__ASSIGNED TASK__. Find the line that contains "pinky tip: (227, 86)" in the entries below. Write out that line and all that follow it, unchanged and alone.

··· MATERIAL SUPPLIED

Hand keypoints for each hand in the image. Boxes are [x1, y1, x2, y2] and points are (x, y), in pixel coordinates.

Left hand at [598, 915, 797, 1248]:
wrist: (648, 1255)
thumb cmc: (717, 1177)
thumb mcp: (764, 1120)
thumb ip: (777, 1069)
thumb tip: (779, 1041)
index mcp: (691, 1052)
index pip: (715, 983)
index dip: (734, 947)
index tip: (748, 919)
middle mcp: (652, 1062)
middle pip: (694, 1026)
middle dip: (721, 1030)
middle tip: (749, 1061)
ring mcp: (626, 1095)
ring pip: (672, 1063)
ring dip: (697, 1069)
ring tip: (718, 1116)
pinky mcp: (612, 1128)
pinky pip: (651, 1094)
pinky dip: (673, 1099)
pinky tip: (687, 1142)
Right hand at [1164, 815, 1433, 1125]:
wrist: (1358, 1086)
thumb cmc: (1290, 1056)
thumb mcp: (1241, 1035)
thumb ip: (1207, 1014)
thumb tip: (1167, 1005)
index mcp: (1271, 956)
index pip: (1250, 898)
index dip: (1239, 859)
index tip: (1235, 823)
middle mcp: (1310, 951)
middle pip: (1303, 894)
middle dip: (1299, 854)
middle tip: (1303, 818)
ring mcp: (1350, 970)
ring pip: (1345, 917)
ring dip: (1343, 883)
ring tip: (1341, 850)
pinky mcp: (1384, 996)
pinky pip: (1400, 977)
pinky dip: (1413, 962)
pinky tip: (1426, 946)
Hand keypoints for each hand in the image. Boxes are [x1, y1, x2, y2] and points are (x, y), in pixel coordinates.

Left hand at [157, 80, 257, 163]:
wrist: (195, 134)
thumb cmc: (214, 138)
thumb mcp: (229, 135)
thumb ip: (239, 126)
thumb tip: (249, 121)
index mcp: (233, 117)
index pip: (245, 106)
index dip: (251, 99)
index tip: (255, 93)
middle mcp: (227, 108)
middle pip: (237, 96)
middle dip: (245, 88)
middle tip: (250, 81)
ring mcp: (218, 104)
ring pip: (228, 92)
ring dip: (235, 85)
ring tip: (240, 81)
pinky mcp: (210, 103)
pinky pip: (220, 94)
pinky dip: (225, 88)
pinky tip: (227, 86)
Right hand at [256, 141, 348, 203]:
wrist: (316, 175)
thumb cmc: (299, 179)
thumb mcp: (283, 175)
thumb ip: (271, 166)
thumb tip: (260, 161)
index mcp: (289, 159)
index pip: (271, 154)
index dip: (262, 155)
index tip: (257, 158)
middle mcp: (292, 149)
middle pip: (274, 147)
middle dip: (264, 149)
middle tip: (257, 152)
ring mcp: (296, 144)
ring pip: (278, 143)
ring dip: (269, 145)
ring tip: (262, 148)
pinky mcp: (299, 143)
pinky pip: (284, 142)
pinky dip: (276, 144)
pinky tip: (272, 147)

······

__RESPONSE FOR THIS EXERCISE__.
pinky tip: (227, 86)
Right hand at [256, 141, 348, 203]:
wrist: (316, 175)
thumb cmc: (299, 179)
thumb mcp: (283, 175)
thumb ip: (271, 166)
thumb tip: (260, 161)
index mcp: (289, 159)
index pip: (271, 154)
index dip: (262, 155)
index tip: (257, 158)
middle mcp: (292, 149)
middle pip: (274, 147)
middle dip: (264, 149)
middle tip: (257, 152)
ring mcp: (296, 144)
ring pip: (278, 143)
ring dip: (269, 145)
ring tip: (262, 148)
pinky mcp: (299, 143)
pinky pip: (284, 142)
pinky dip: (276, 144)
pinky tip: (272, 147)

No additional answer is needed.